▶ THE DATA
------------------------------
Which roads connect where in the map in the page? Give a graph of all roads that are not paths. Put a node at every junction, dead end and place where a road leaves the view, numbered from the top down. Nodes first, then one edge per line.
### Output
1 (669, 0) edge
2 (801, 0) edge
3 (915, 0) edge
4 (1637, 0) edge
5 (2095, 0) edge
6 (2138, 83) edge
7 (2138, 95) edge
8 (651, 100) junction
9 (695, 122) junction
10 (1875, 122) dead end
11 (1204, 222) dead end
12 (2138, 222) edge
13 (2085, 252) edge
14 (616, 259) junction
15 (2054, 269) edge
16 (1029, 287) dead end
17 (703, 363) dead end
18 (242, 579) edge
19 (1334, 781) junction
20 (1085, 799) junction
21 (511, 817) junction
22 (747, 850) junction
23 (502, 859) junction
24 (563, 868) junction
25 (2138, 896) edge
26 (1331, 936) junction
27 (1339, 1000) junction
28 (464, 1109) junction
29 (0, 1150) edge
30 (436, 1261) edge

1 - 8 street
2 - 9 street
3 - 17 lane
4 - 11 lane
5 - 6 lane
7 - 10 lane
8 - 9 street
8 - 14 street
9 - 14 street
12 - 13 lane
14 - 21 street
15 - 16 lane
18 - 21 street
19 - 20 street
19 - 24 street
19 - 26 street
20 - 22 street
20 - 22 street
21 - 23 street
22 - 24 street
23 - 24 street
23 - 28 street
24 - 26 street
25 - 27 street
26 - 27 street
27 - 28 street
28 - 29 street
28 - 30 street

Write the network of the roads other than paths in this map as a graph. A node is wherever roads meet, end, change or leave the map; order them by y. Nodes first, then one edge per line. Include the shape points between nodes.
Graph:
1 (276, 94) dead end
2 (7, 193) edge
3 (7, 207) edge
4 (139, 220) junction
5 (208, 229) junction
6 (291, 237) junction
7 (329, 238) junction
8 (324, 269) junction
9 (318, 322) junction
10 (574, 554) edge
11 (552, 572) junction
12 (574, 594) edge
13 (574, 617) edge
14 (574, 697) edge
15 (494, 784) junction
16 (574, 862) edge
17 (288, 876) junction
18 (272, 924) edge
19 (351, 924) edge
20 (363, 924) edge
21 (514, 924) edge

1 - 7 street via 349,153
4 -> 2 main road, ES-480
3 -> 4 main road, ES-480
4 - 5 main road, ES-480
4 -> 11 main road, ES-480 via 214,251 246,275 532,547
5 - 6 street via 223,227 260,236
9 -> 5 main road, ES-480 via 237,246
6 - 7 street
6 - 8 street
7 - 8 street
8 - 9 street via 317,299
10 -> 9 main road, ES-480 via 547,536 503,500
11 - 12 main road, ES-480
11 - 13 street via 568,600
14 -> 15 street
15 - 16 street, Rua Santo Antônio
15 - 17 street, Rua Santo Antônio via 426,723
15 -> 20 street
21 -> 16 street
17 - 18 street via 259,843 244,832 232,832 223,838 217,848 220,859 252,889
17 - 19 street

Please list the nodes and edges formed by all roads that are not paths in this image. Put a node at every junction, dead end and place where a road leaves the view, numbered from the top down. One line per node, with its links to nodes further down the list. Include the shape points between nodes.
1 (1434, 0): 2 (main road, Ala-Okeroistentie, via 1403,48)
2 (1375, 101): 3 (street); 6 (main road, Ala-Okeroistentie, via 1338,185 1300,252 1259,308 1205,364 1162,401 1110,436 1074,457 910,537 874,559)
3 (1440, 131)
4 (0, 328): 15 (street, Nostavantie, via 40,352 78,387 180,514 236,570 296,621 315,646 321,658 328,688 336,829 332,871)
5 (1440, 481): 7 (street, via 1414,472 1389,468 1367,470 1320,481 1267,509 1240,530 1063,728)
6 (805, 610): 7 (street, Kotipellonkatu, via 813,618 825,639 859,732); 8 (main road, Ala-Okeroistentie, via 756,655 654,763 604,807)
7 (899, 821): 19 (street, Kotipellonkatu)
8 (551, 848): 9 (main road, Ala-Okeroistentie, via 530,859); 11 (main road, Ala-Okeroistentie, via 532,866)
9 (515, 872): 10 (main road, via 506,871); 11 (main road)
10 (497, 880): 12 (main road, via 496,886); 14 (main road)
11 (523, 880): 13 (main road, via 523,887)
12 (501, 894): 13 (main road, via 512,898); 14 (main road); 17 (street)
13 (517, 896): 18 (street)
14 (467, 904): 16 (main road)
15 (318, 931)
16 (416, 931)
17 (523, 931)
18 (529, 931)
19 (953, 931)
------------------------------
▶ EXERCISE
I need each line from the listing where the word "first" occurs.

▶ SOLVED EXERCISE
Which roads connect where in the map in the page? Give a graph of all roads that are not paths. Put a node at every junction, dead end and place where a road leaves the view, numbered from the top down. Nodes first, then one edge per line.
Write the network of the roads other than paths in this map as a graph. A node is wherever roads meet, end, change or leave the map; order them by y. Nodes first, then one edge per line. Include the shape points between nodes.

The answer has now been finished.